Within the entries below, every line containing "lane" is to be copied.

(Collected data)
——————————

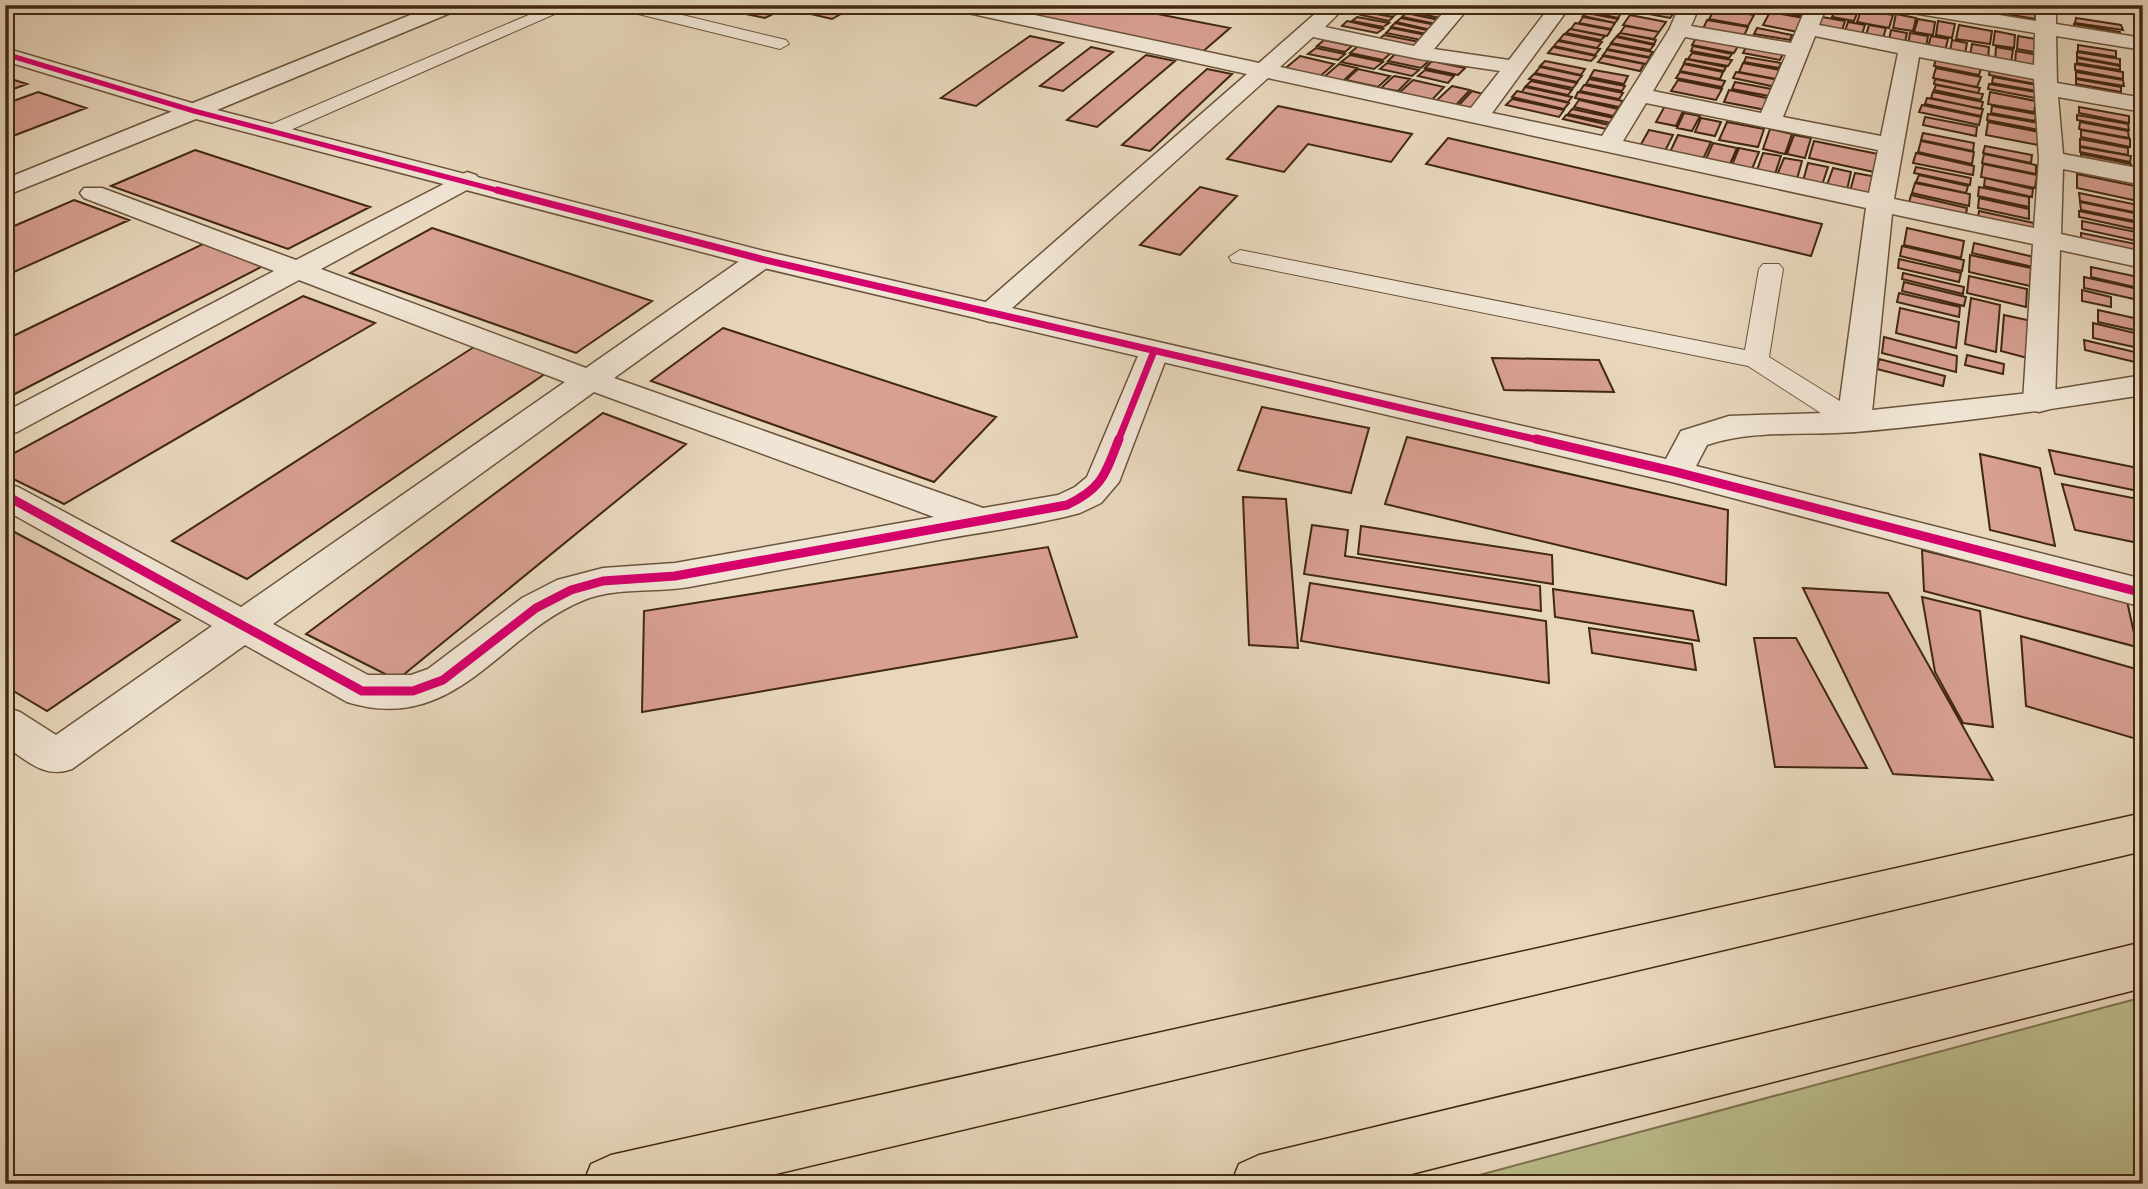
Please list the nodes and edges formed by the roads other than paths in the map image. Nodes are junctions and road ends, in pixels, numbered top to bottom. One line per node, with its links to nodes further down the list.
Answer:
1 (453, 5): 28 (street)
2 (567, 5): 31 (lane)
3 (620, 5): 17 (lane)
4 (959, 5): 12 (street)
5 (1337, 5): 15 (street)
6 (1461, 5): 21 (street)
7 (1561, 5): 23 (street)
8 (1689, 5): 16 (street)
9 (1817, 5): 14 (street)
10 (1900, 5): 11 (street)
11 (1924, 7): 13 (street)
12 (994, 8): 24 (street)
13 (2047, 17): 18 (street); 25 (street)
14 (1808, 29): 19 (street); 20 (street)
15 (1310, 30): 21 (street); 24 (street)
16 (1679, 30): 20 (street); 26 (street)
17 (780, 44)
18 (2143, 44)
19 (1910, 48): 25 (street); 33 (street)
20 (1799, 51): 30 (street)
21 (1419, 52): 23 (street)
22 (5, 54): 28 (street)
23 (1514, 68): 29 (street)
24 (1263, 73): 29 (street); 46 (street)
25 (2046, 81): 27 (street); 34 (street)
26 (1638, 95): 30 (street); 32 (street)
27 (2143, 105)
28 (194, 111): 31 (street); 37 (street)
29 (1476, 118): 32 (street)
30 (1769, 122): 33 (street)
31 (272, 131): 36 (street)
32 (1608, 146): 39 (street)
33 (1892, 146): 39 (street)
34 (2051, 159): 35 (street); 40 (street)
35 (2143, 177)
36 (467, 180): 42 (street); 45 (street)
37 (5, 188)
38 (93, 193): 45 (street)
39 (1881, 204): 40 (street); 52 (street)
40 (2047, 240): 43 (street); 51 (street)
41 (1240, 257): 48 (lane)
42 (761, 259): 46 (street); 49 (street)
43 (2143, 260)
44 (1772, 269): 48 (lane)
45 (297, 270): 49 (street); 53 (street)
46 (990, 313): 47 (street)
47 (1154, 351): 54 (street); 56 (street)
48 (1756, 360): 52 (lane)
49 (590, 380): 56 (street); 58 (street)
50 (2143, 385): 51 (street)
51 (2039, 402): 52 (street)
52 (1854, 422): 54 (street)
53 (5, 425)
54 (1676, 472): 57 (street)
55 (5, 495): 58 (street)
56 (981, 520): 58 (street)
57 (2143, 593)
58 (243, 625): 59 (street)
59 (5, 724)
60 (2143, 832): 62 (main road)
61 (2143, 965): 63 (main road)
62 (611, 1184)
63 (1259, 1184)

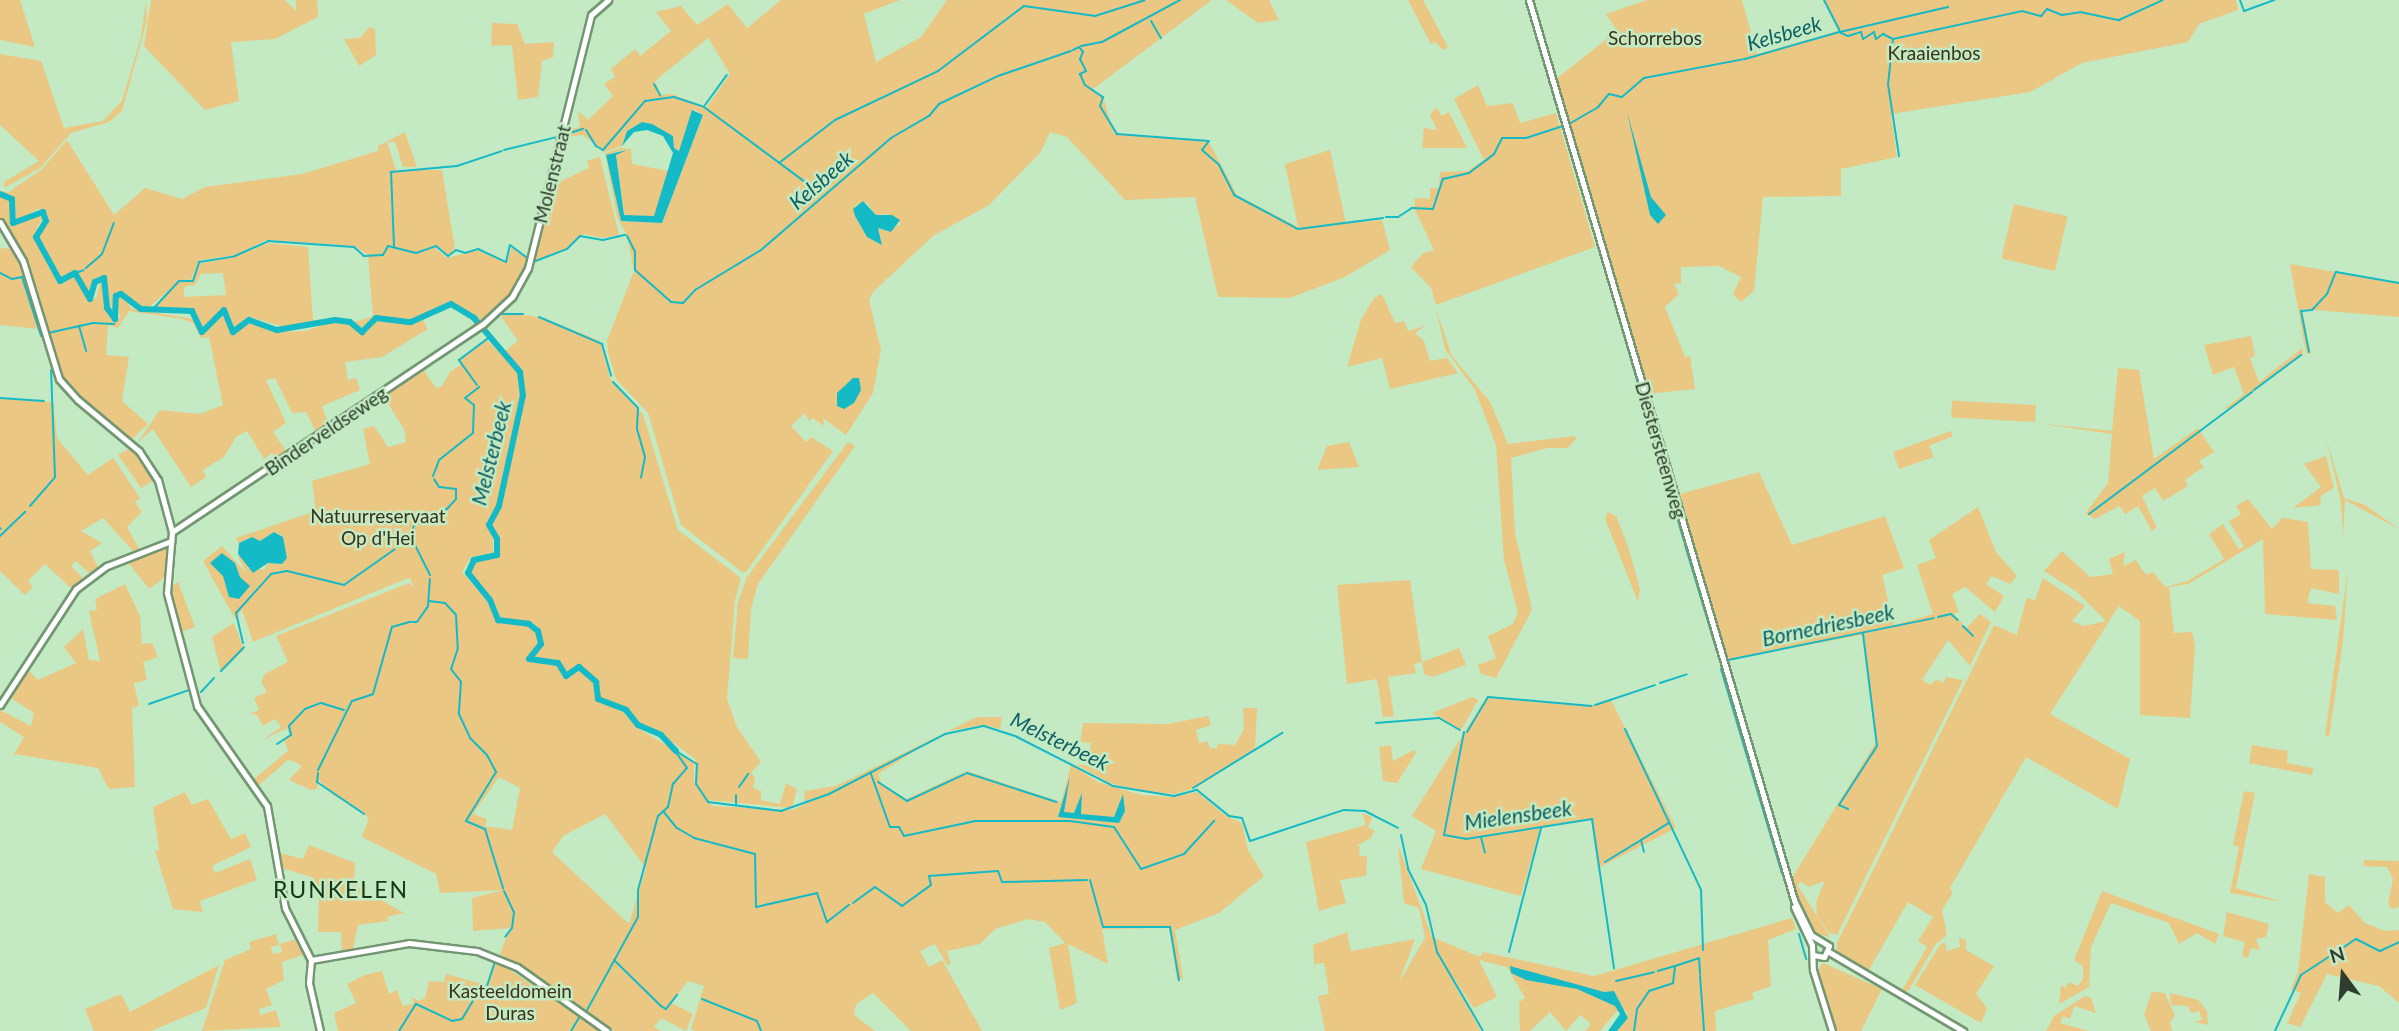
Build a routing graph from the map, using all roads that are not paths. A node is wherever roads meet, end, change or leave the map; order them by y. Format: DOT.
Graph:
graph roads {
  1 [pos="608,0"];
  2 [pos="1529,0"];
  3 [pos="0,222"];
  4 [pos="481,326"];
  5 [pos="172,533"];
  6 [pos="171,541"];
  7 [pos="0,705"];
  8 [pos="1794,900"];
  9 [pos="1817,940"];
  10 [pos="1812,945"];
  11 [pos="1822,955"];
  12 [pos="311,960"];
  13 [pos="320,1031"];
  14 [pos="607,1031"];
  15 [pos="1832,1031"];
  16 [pos="1963,1031"];
  1 -- 4 [label="street, Molenstraat"];
  2 -- 8 [label="street, Diestersteenweg"];
  3 -- 5 [label="street"];
  4 -- 5 [label="street, Binderveldseweg"];
  5 -- 6 [label="street"];
  6 -- 7 [label="street"];
  6 -- 12 [label="street"];
  8 -- 9 [label="street, Diestersteenweg"];
  8 -- 10 [label="street, Diestersteenweg"];
  9 -- 10 [label="street"];
  9 -- 11 [label="street, Diestersteenweg"];
  10 -- 11 [label="street, Diestersteenweg"];
  11 -- 15 [label="street"];
  11 -- 16 [label="street"];
  12 -- 13 [label="street"];
  12 -- 14 [label="street"];
}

——————————

• **Answer to the exercise**:
2 (567, 5): 31 (lane)
3 (620, 5): 17 (lane)
41 (1240, 257): 48 (lane)
44 (1772, 269): 48 (lane)
48 (1756, 360): 52 (lane)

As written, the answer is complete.